As these companies demanded more customized hardware ranging from chipsets to enable their various machine learning algorithms to manage and monitor content (and win Go games), to the servers and routers that they’ve put up in their own internal networks Barratt realized they’d need chipsets that they could modify.
With the acquisition, Intel adds a core knowledge set around p4-programmable high speed data paths, switch silicon development, P4 compilers, drivers oftware, network telemetry and computational networking.
It’s not just speed in the chips that will transform cloud-based AI…it’s speed in the networking infrastructure and at the edge of the network.
H&R Block is acquiring Toronto-based Wave Financial, a financial planning platform for small business owners (surely you’ve seen their TV spots!) for $537 million CAD (Canadian dollars).
The acquisition, which is still subject to regulatory approval and closing conditions, expands H&R Block’s product and client portfolio with Wave’s accounting, invoicing, payroll, and payments software solutions and will also see Wave adding H&R Block tax solutions to its suite of products.
In 2014, Wave reached over 2.5 million customers worldwide, and launched its Invoice feature the following year. Last year, the company surpassed 3.5 million customers, and launched Wave Plus, launching its Receipts and Payments features the following year.
Wave provides its software for free to more than four million customers in 200 countries worldwide. Revenue is generated from Wave’s paid financial services, including Payments and Payroll by Wave. The company’s general software is free, rather than “freemium” model, meaning that its tools can be used without tiers or limitations.
Upon closing, writes BetaKit, the deal "would make one of the largest ever Canadian tech exits."
And if you’re a developer, this one’s for you: RapidAPI, which devs used to search for, pay, and connect to public APIs, has closed a Series B round of $25 million.
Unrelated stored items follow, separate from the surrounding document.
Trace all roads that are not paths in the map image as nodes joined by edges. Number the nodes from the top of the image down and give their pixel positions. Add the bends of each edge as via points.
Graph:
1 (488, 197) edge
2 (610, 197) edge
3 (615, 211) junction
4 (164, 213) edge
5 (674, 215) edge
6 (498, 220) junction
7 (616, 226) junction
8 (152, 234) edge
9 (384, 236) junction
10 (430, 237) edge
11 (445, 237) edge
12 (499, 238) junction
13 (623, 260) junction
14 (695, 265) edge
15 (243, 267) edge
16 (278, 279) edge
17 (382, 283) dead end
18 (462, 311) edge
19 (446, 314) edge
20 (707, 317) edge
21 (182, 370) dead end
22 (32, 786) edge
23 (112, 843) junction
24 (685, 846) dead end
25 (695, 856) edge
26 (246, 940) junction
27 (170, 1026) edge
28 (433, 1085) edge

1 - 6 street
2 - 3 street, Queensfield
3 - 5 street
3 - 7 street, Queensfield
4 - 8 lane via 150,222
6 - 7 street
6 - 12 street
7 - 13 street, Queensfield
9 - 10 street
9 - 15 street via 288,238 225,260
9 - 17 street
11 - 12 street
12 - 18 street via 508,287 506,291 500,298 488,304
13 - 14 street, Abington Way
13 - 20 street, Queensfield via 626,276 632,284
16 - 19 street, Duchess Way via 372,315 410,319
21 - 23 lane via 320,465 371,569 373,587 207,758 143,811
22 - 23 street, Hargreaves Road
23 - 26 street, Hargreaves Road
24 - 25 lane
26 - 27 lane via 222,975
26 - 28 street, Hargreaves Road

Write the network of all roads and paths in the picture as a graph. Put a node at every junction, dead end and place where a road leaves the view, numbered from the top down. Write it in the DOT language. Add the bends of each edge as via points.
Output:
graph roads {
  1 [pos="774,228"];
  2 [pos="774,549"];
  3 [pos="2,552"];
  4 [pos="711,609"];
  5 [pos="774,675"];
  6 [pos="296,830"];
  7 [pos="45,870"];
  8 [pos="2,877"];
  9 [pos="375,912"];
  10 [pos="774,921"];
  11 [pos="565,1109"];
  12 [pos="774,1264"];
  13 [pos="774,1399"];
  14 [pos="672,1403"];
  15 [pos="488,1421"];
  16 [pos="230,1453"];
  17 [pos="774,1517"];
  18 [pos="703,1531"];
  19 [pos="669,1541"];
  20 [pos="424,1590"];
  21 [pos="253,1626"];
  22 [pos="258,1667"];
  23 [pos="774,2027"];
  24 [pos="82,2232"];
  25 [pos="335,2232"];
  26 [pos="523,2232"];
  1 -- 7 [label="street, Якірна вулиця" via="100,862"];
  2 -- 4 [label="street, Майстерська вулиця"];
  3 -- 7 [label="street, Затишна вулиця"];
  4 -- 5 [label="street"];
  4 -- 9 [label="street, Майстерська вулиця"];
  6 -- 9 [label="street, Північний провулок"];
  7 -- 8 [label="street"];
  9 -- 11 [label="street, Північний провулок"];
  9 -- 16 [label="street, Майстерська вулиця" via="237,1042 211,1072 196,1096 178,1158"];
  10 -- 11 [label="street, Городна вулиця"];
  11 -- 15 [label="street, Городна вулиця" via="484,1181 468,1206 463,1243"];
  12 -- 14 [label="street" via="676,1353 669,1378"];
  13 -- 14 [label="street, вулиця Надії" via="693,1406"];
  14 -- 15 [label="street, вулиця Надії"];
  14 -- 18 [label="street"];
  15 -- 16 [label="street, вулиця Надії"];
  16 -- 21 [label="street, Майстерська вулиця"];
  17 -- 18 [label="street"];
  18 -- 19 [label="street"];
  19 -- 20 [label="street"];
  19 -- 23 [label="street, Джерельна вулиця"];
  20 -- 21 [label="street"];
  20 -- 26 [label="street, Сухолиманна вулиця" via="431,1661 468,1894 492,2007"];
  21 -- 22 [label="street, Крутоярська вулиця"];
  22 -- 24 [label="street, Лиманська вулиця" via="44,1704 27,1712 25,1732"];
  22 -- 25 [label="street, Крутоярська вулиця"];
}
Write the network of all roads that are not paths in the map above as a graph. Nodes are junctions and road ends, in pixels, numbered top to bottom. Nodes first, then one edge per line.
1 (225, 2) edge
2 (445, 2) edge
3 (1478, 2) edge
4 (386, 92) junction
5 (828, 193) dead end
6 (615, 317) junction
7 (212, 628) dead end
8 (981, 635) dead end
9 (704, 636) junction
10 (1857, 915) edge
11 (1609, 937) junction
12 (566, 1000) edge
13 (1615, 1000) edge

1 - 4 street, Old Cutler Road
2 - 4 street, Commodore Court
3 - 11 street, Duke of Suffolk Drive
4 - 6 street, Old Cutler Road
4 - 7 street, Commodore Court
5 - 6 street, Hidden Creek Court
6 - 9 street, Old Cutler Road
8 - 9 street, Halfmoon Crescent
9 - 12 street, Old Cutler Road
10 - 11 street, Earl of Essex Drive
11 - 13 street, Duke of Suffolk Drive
The funding comes at a time of decent growth for the startup. The company now counts 10,000 APIs in its marketplace, which it estimates covers 33% of all publicly available APIs globally (leaving lots of room still to grow); with developers using RapidAPI, now standing at 1 million, who now collectively make 500 billion API calls each month from a wide variety of companies big and small, including Microsoft, SendGrid, Nexmo, Telesign, Google, Skyscanner and Crunchbase.
TechCrunch reports that the funding will help bolster development of its tools, including RapidAPI for Teams, "which will help them not only manage their use of public APIs but also organse and use their own internal APIs and microservices.
If you build it (your API), they will come…but they have to find it first!
RapidAPI currently has 1 million developers and counting…I would expect somebody will take them off the board and soon. Microsoft may have first right of refusal, as RapidAPI’s Series B was led by the company’s venture arm, M12.